• WHAT TO WORK ON
Every record is to be copied unchanged, except that its pictures are removed.

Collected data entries

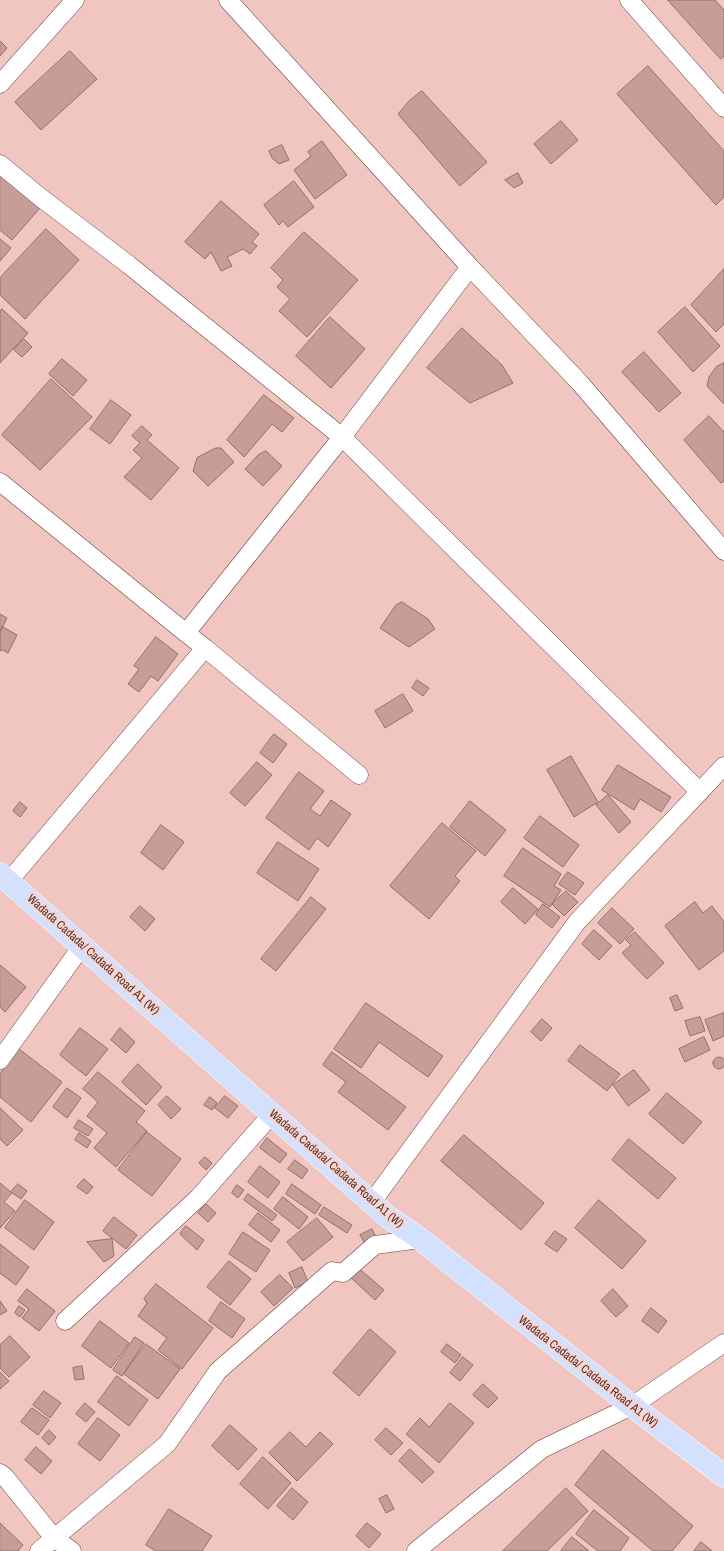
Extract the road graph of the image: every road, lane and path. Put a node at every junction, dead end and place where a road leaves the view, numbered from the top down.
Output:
1 (75, 0) edge
2 (228, 0) edge
3 (629, 0) edge
4 (0, 84) edge
5 (724, 108) edge
6 (0, 164) edge
7 (470, 267) junction
8 (342, 437) junction
9 (0, 482) edge
10 (724, 551) edge
11 (186, 632) junction
12 (205, 648) junction
13 (724, 766) edge
14 (359, 775) dead end
15 (700, 792) junction
16 (5, 878) edge
17 (82, 946) junction
18 (0, 1060) edge
19 (272, 1114) junction
20 (372, 1202) junction
21 (420, 1239) junction
22 (65, 1321) dead end
23 (724, 1343) edge
24 (632, 1406) junction
25 (0, 1473) edge
26 (724, 1476) edge
27 (54, 1538) junction
28 (39, 1551) edge
29 (72, 1551) edge
30 (416, 1551) edge

1 - 4 street
2 - 7 street
3 - 5 street
6 - 8 street
7 - 8 street
7 - 10 street
8 - 11 street
8 - 15 street
9 - 11 street
11 - 12 street
12 - 14 street
12 - 16 street
13 - 15 street
15 - 20 street
16 - 17 main road, Wadada Cadada/ Cadada Road A1 (W)
17 - 18 street
17 - 19 main road, Wadada Cadada/ Cadada Road A1 (W)
19 - 20 main road, Wadada Cadada/ Cadada Road A1 (W)
19 - 22 street
20 - 21 main road, Wadada Cadada/ Cadada Road A1 (W)
21 - 24 main road, Wadada Cadada/ Cadada Road A1 (W)
21 - 27 street
23 - 24 street
24 - 26 main road, Wadada Cadada/ Cadada Road A1 (W)
24 - 30 street
25 - 27 street
27 - 28 street
27 - 29 street

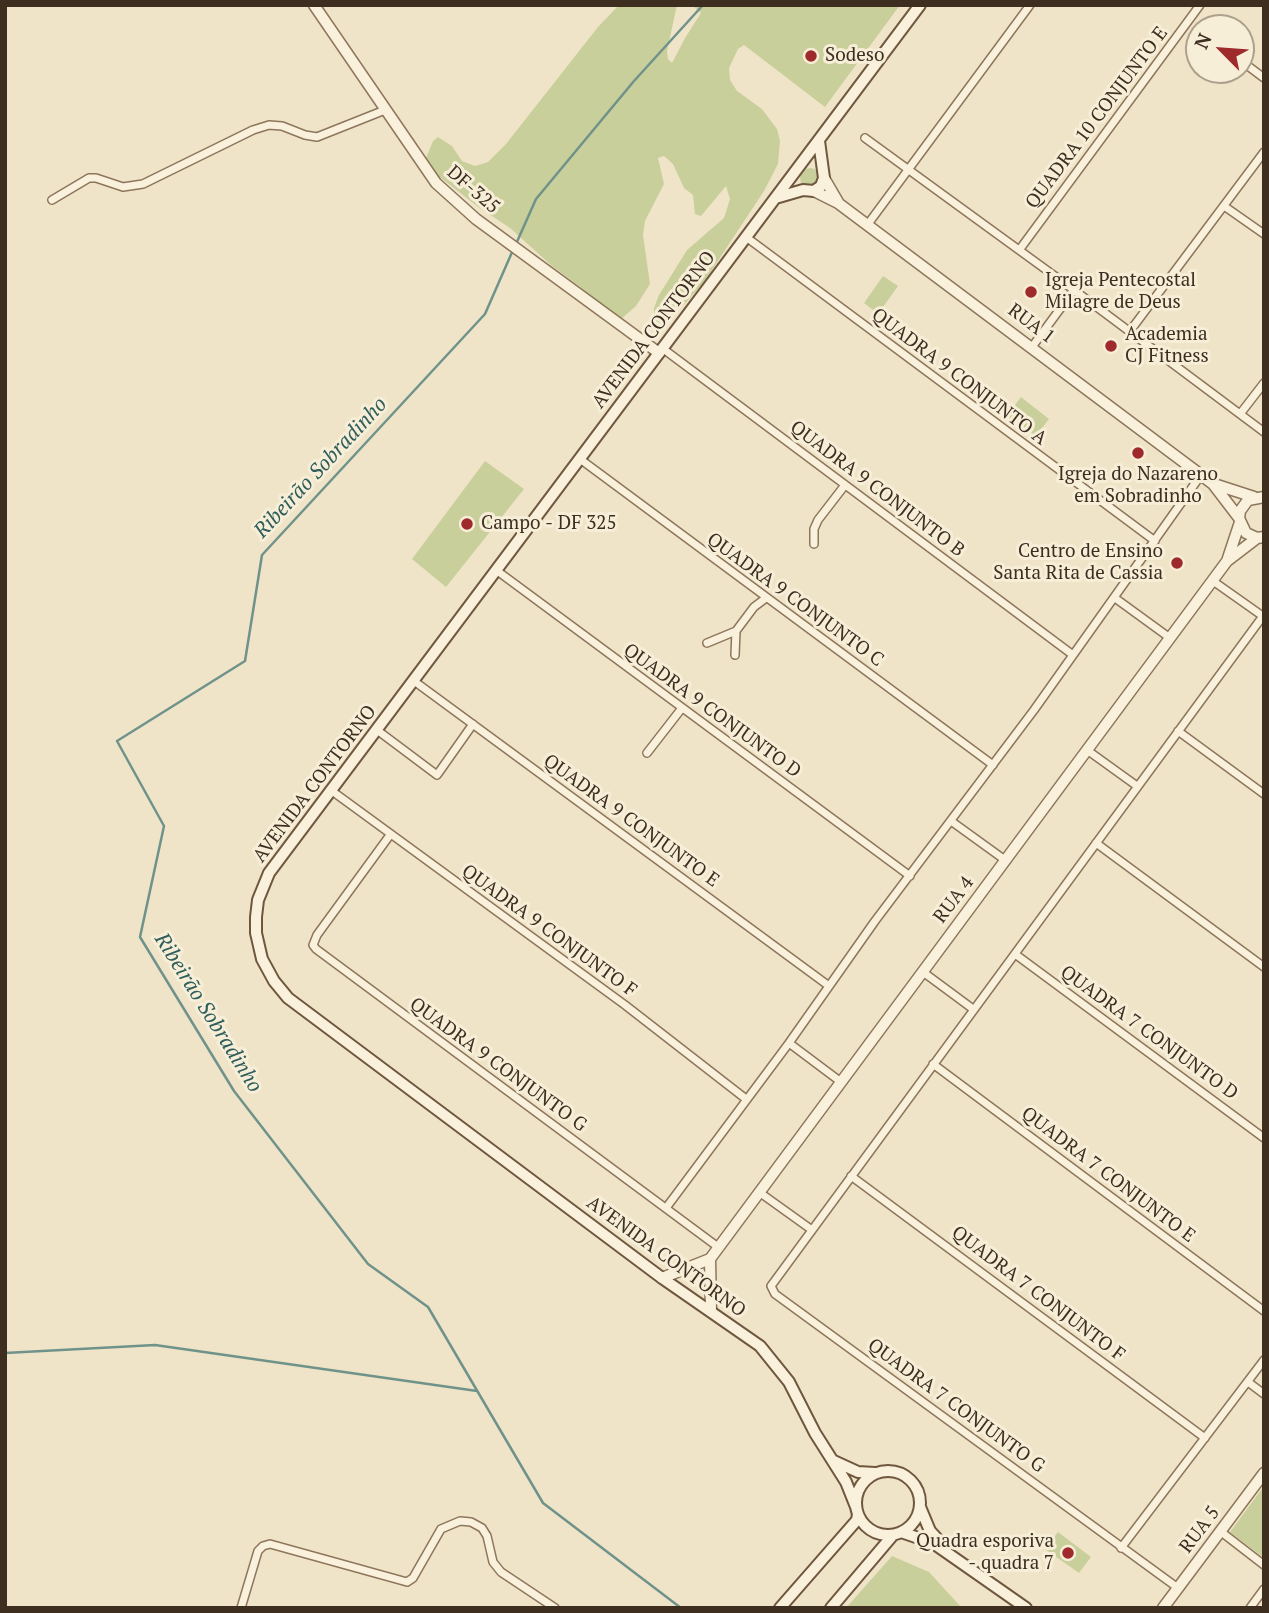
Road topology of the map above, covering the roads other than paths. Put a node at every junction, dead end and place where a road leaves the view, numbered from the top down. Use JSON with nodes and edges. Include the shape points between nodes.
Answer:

• OUTPUT OF THE TASK
Extract the road graph of the image: every road, lane and path. Put a node at every junction, dead end and place where a road leaves the view, numbered from the top down.
Output:
1 (75, 0) edge
2 (228, 0) edge
3 (629, 0) edge
4 (0, 84) edge
5 (724, 108) edge
6 (0, 164) edge
7 (470, 267) junction
8 (342, 437) junction
9 (0, 482) edge
10 (724, 551) edge
11 (186, 632) junction
12 (205, 648) junction
13 (724, 766) edge
14 (359, 775) dead end
15 (700, 792) junction
16 (5, 878) edge
17 (82, 946) junction
18 (0, 1060) edge
19 (272, 1114) junction
20 (372, 1202) junction
21 (420, 1239) junction
22 (65, 1321) dead end
23 (724, 1343) edge
24 (632, 1406) junction
25 (0, 1473) edge
26 (724, 1476) edge
27 (54, 1538) junction
28 (39, 1551) edge
29 (72, 1551) edge
30 (416, 1551) edge

1 - 4 street
2 - 7 street
3 - 5 street
6 - 8 street
7 - 8 street
7 - 10 street
8 - 11 street
8 - 15 street
9 - 11 street
11 - 12 street
12 - 14 street
12 - 16 street
13 - 15 street
15 - 20 street
16 - 17 main road, Wadada Cadada/ Cadada Road A1 (W)
17 - 18 street
17 - 19 main road, Wadada Cadada/ Cadada Road A1 (W)
19 - 20 main road, Wadada Cadada/ Cadada Road A1 (W)
19 - 22 street
20 - 21 main road, Wadada Cadada/ Cadada Road A1 (W)
21 - 24 main road, Wadada Cadada/ Cadada Road A1 (W)
21 - 27 street
23 - 24 street
24 - 26 main road, Wadada Cadada/ Cadada Road A1 (W)
24 - 30 street
25 - 27 street
27 - 28 street
27 - 29 street

Road topology of the map above, covering the roads other than paths. Put a node at every junction, dead end and place where a road leaves the view, numbered from the top down. Use JSON with nodes and edges. Include the shape points between nodes.
Answer:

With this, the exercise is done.